Elyse Newland is an Occupational Therapist who loves her work but is frustrated with the state of U.S. healthcare. She works specifically with stroke survivors and continues to explore ways to route around the system to get survivors the resources they need. Elyse makes stroke information and treatment simple via her weekly blog post on her website and her weekly YouTube video. She also provides teletherapy for stroke survivors in TN, GA, NC, OR, and CA. You can find her at https://elysenewland.com/
Neuroplasticity is a super science-y word with a pretty simple explanation. Let’s look at another quick Latin lesson.
- Neuro= “To do with the brain or nervous system”
- Plastic= “Able to be molded”
Neuroplasticity is the brain’s ability to change and mold.
This essential function allows for the brain to adapt and remold when damage has occurred, which is why it’s critical in stroke recovery.
A Simple Analogy
Imagine that a person is taking the train to work and has to switch trains twice on their route.
But today, they find that the second train is out of commission and this person has to find a new train route that will take them to work.
Instead of panicking, they look at a map of the train system. They realize there are multiple routes they could take and try one out today.
It goes well and they try a different route the next day until they find one that works well for them.
After a stroke, the injured area of the brain is like that out-of-commission train car.
Neuroplasticity is the map we use to try and find other existing routes to get to a destination. Those new routes are established through motor learning by being actively involved in recovery and repetition.
After a stroke, there is brain cell injury or death in the area affected. This area of the brain can no longer effectively communicate with the body. This is why we have to relearn and establish new pathways and routes. And neuroplasticity is the key to do this!

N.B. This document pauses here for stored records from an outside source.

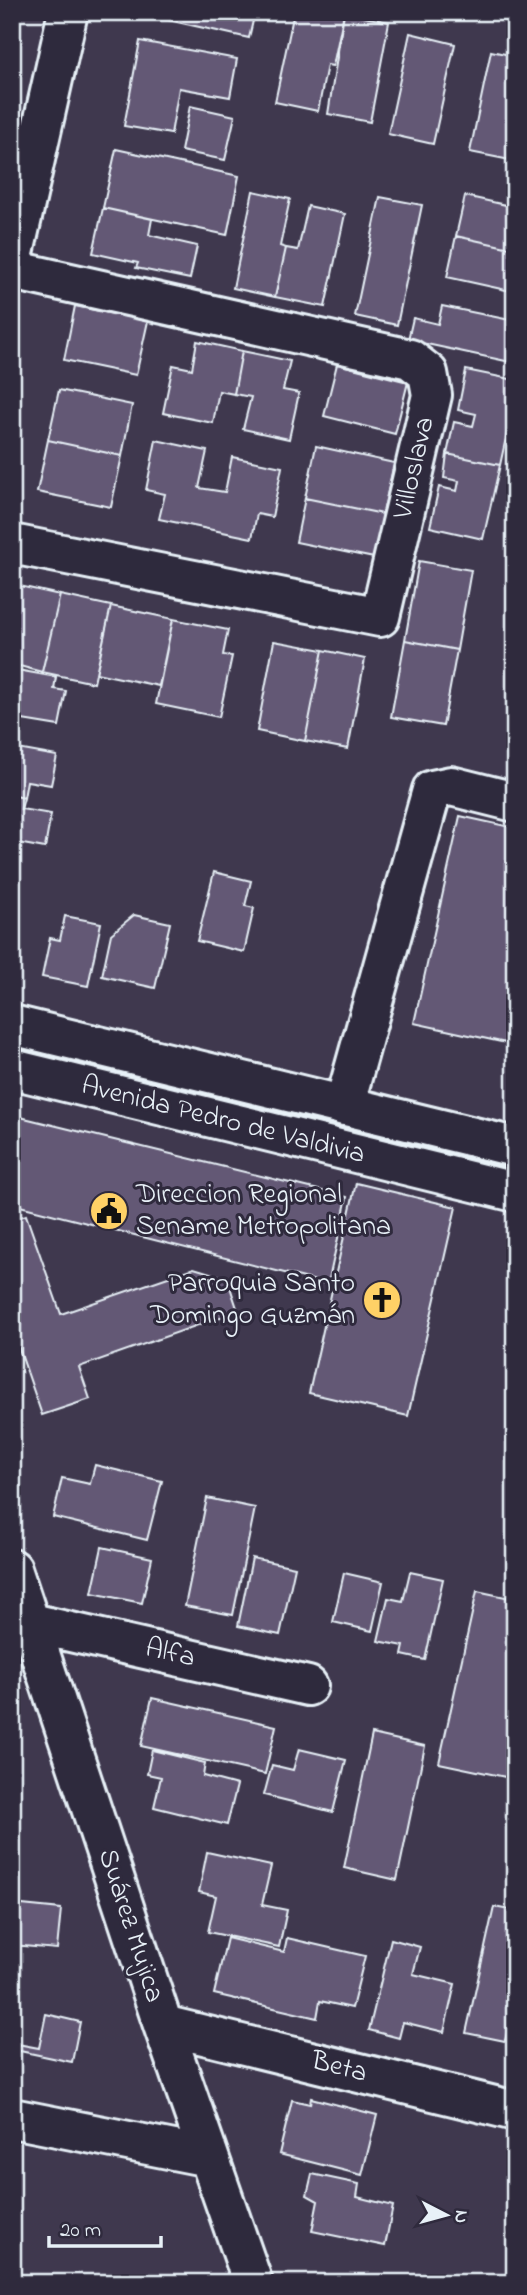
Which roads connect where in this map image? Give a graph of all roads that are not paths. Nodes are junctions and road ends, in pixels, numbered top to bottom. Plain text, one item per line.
1 (68, 12) edge
2 (12, 262) edge
3 (12, 270) edge
4 (12, 544) edge
5 (515, 802) edge
6 (12, 1025) edge
7 (12, 1069) edge
8 (344, 1106) junction
9 (515, 1147) edge
10 (515, 1192) edge
11 (12, 1569) edge
12 (31, 1623) junction
13 (309, 1686) dead end
14 (163, 2025) junction
15 (515, 2111) edge
16 (12, 2118) edge
17 (209, 2157) junction
18 (253, 2283) edge

1 - 2 street
3 - 4 street, Villoslava
5 - 8 street
6 - 8 street, Avenida Pedro de Valdivia
7 - 10 street, Avenida Pedro de Valdivia
8 - 9 street, Avenida Pedro de Valdivia
11 - 12 street, Suárez Mujica
12 - 13 street, Alfa
12 - 14 street, Suárez Mujica
14 - 15 street, Beta
14 - 17 street, Suárez Mujica
16 - 17 street
17 - 18 street, Suárez Mujica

So how does it actually work?
Neuroscientists have stated, “Neurons that fire together, wire together.” This means that when you’re trying to do something specific, the brain activates in a certain pattern, which results in that desired action.
Once the brain has established that pathway and pattern, it’s easier for it to complete that pattern again the next time you want to do that specific activity. And there are certain ways to maximize those brain changes.
Principles of Neuroplasticity
Scientists used to think that once the brain was injured, that was it! They thought the brain could not make changes to itself. But we know better now.
The brain is more like a muscle. We have to use it to make it stronger!
Practicing a task over and over will help rebuild those neural pathways. This leads to better outcomes.
Think about someone trying to learn how to knit. Starting out, that person may fumble with the simplest task and become frustrated. If that person practices knitting every week, in two years they can carry on a conversation while making a sweater.
Or think about driving to a new location. The first time you go, you might take a couple of wrong turns. But the more you drive that route, the more automatic it becomes.
After a stroke, rehab focused on creating neuroplastic changes can make it easier for the healthy parts of your brain to take over the functions of the injured part.
Keep these principles in mind:
- Use it or lose it: This old saying is especially true in stroke rehab!
- Use it to improve it: Practice may not make perfect, but it will definitely help.
- Repetition: Research is still out on exactly how many reps it takes to establish new brain pathways. But a small study has shown that 300+ reps in an hour led to arm & hand improvements in the short term and after one month.
- Intensity: Doing exercises or activities daily will improve outcomes. The specific study I mentioned above had participants doing rehab tasks 3x’s a week for one hour over the course of 6 weeks.
- Relevance: Research shows that doing activities that are important to you actually create better outcomes! So if you’re having difficulty with dexterity and you enjoy cooking, make a meal as part of your therapy!
- Time: In addition to all of the above, recognize that brain changes take time. Even if you don’t see changes right away, don’t stop! Your brain is making changes!